### Stored items
# # # #

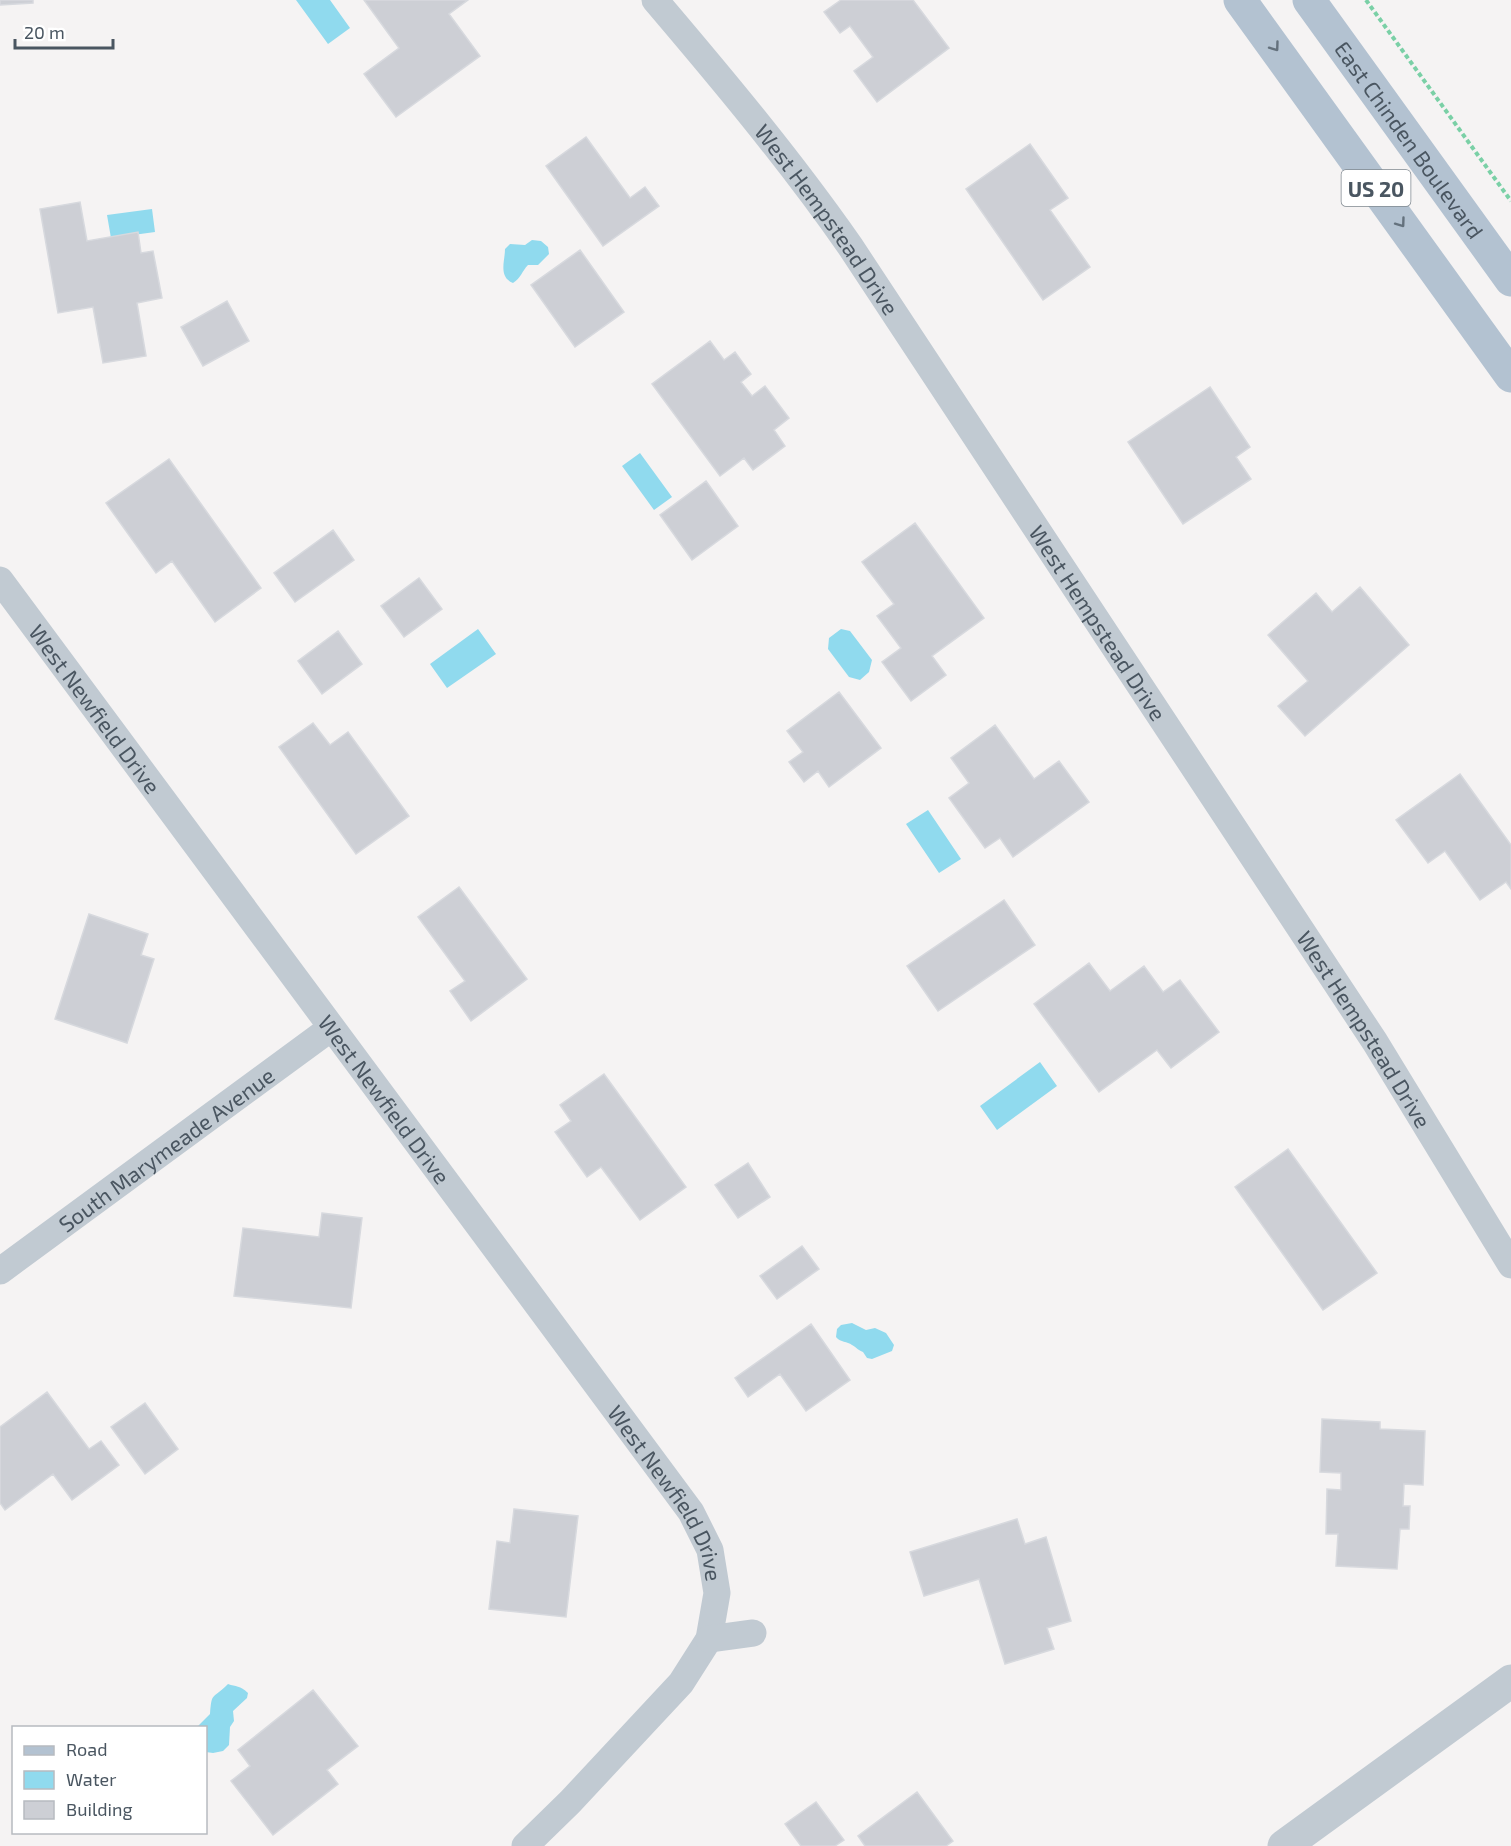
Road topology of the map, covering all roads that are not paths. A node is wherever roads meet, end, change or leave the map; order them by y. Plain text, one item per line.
1 (655, 0) edge
2 (1240, 0) edge
3 (1309, 0) edge
4 (1511, 280) edge
5 (1511, 376) edge
6 (0, 580) edge
7 (332, 1028) junction
8 (1511, 1265) edge
9 (0, 1271) edge
10 (753, 1634) dead end
11 (709, 1639) junction
12 (1511, 1681) edge
13 (1301, 1841) edge
14 (525, 1846) edge

1 - 8 street, West Hempstead Drive
2 -> 5 main road, US 20
3 - 4 main road, East Chinden Boulevard / US 20
6 - 7 street, West Newfield Drive
7 - 9 street, South Marymeade Avenue
7 - 11 street, West Newfield Drive
10 - 11 street
11 - 14 street
12 - 13 street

# # # #

### Task prompt
Retype each line above exactly. Leave the images out.

### Output of the exercise
Road topology of the map, covering all roads that are not paths. A node is wherever roads meet, end, change or leave the map; order them by y. Plain text, one item per line.
1 (655, 0) edge
2 (1240, 0) edge
3 (1309, 0) edge
4 (1511, 280) edge
5 (1511, 376) edge
6 (0, 580) edge
7 (332, 1028) junction
8 (1511, 1265) edge
9 (0, 1271) edge
10 (753, 1634) dead end
11 (709, 1639) junction
12 (1511, 1681) edge
13 (1301, 1841) edge
14 (525, 1846) edge

1 - 8 street, West Hempstead Drive
2 -> 5 main road, US 20
3 - 4 main road, East Chinden Boulevard / US 20
6 - 7 street, West Newfield Drive
7 - 9 street, South Marymeade Avenue
7 - 11 street, West Newfield Drive
10 - 11 street
11 - 14 street
12 - 13 street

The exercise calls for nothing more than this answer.